* Problem requirements *
Restate each record word for word, omitting whatever pictures it holds.

* Supplied material *
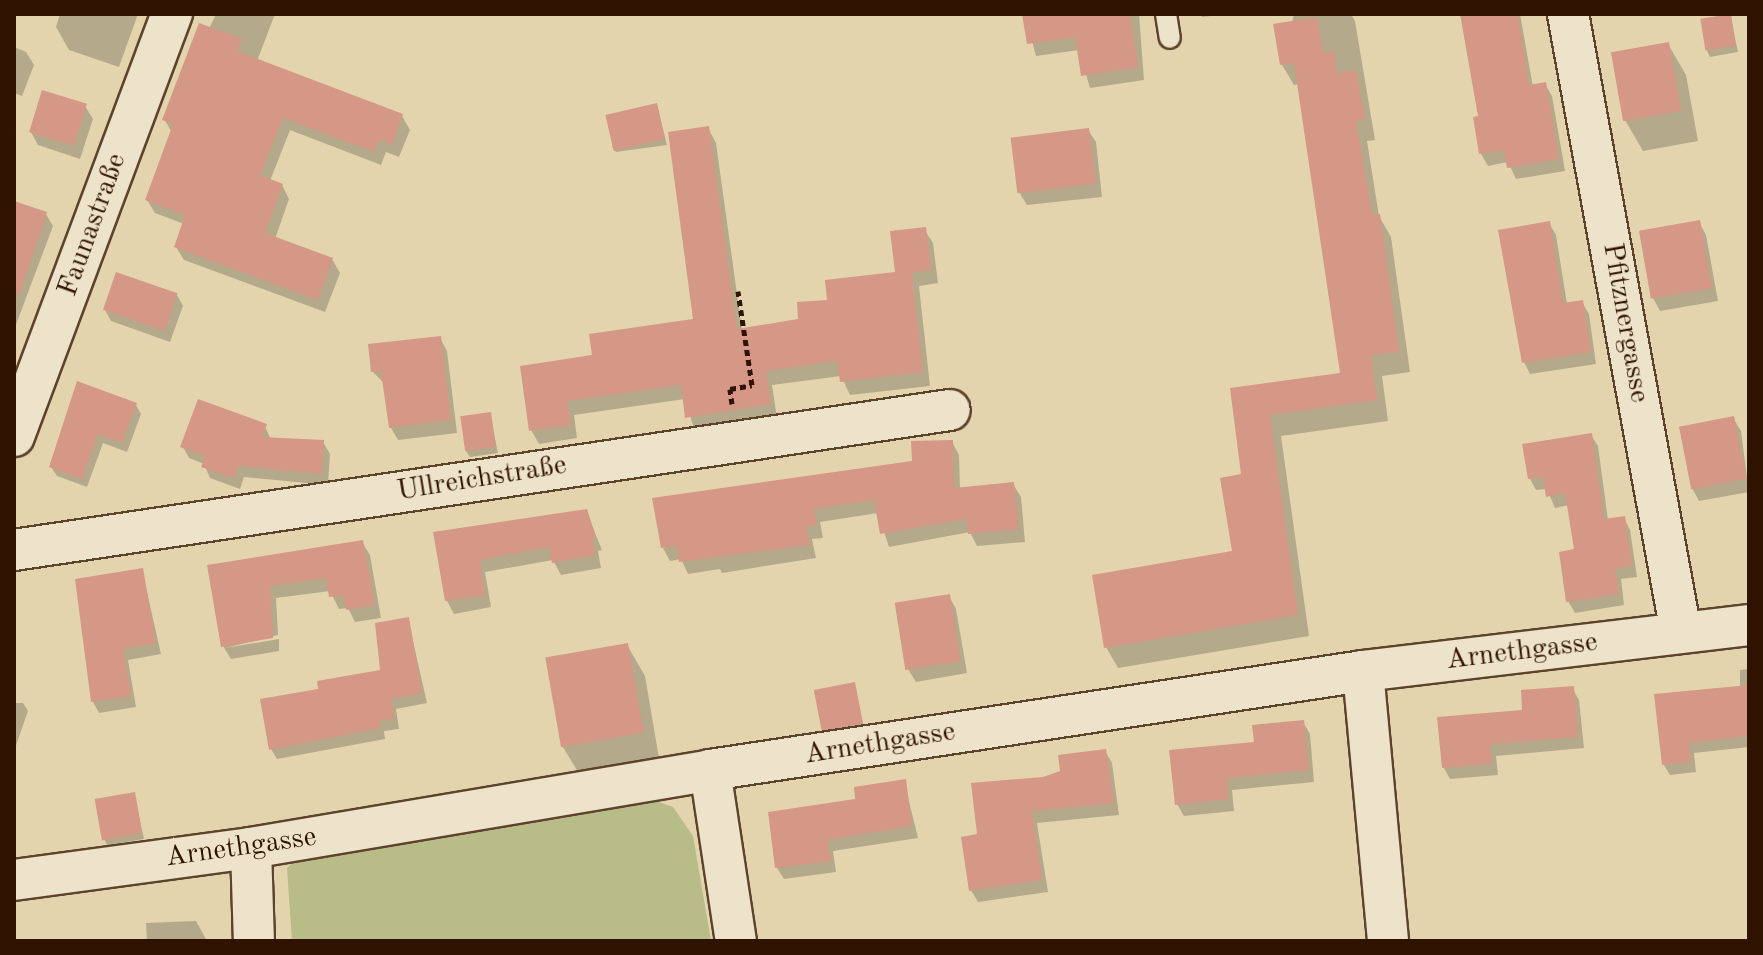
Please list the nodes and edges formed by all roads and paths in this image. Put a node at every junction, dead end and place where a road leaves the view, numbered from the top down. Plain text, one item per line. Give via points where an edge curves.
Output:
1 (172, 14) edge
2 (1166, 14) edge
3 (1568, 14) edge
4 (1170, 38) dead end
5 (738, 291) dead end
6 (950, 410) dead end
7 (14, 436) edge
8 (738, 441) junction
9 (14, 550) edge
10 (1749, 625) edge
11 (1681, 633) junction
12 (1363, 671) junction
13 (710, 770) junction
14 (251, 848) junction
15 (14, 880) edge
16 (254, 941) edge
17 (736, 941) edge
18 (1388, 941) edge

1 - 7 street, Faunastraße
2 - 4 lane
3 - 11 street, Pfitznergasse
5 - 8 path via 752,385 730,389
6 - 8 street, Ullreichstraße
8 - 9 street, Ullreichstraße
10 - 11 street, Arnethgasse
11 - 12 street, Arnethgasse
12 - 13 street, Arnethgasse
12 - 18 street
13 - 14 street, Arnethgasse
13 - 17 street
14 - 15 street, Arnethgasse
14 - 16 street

* Solution to the problem *
Please list the nodes and edges formed by all roads and paths in this image. Put a node at every junction, dead end and place where a road leaves the view, numbered from the top down. Plain text, one item per line. Give via points where an edge curves.
Output:
1 (172, 14) edge
2 (1166, 14) edge
3 (1568, 14) edge
4 (1170, 38) dead end
5 (738, 291) dead end
6 (950, 410) dead end
7 (14, 436) edge
8 (738, 441) junction
9 (14, 550) edge
10 (1749, 625) edge
11 (1681, 633) junction
12 (1363, 671) junction
13 (710, 770) junction
14 (251, 848) junction
15 (14, 880) edge
16 (254, 941) edge
17 (736, 941) edge
18 (1388, 941) edge

1 - 7 street, Faunastraße
2 - 4 lane
3 - 11 street, Pfitznergasse
5 - 8 path via 752,385 730,389
6 - 8 street, Ullreichstraße
8 - 9 street, Ullreichstraße
10 - 11 street, Arnethgasse
11 - 12 street, Arnethgasse
12 - 13 street, Arnethgasse
12 - 18 street
13 - 14 street, Arnethgasse
13 - 17 street
14 - 15 street, Arnethgasse
14 - 16 street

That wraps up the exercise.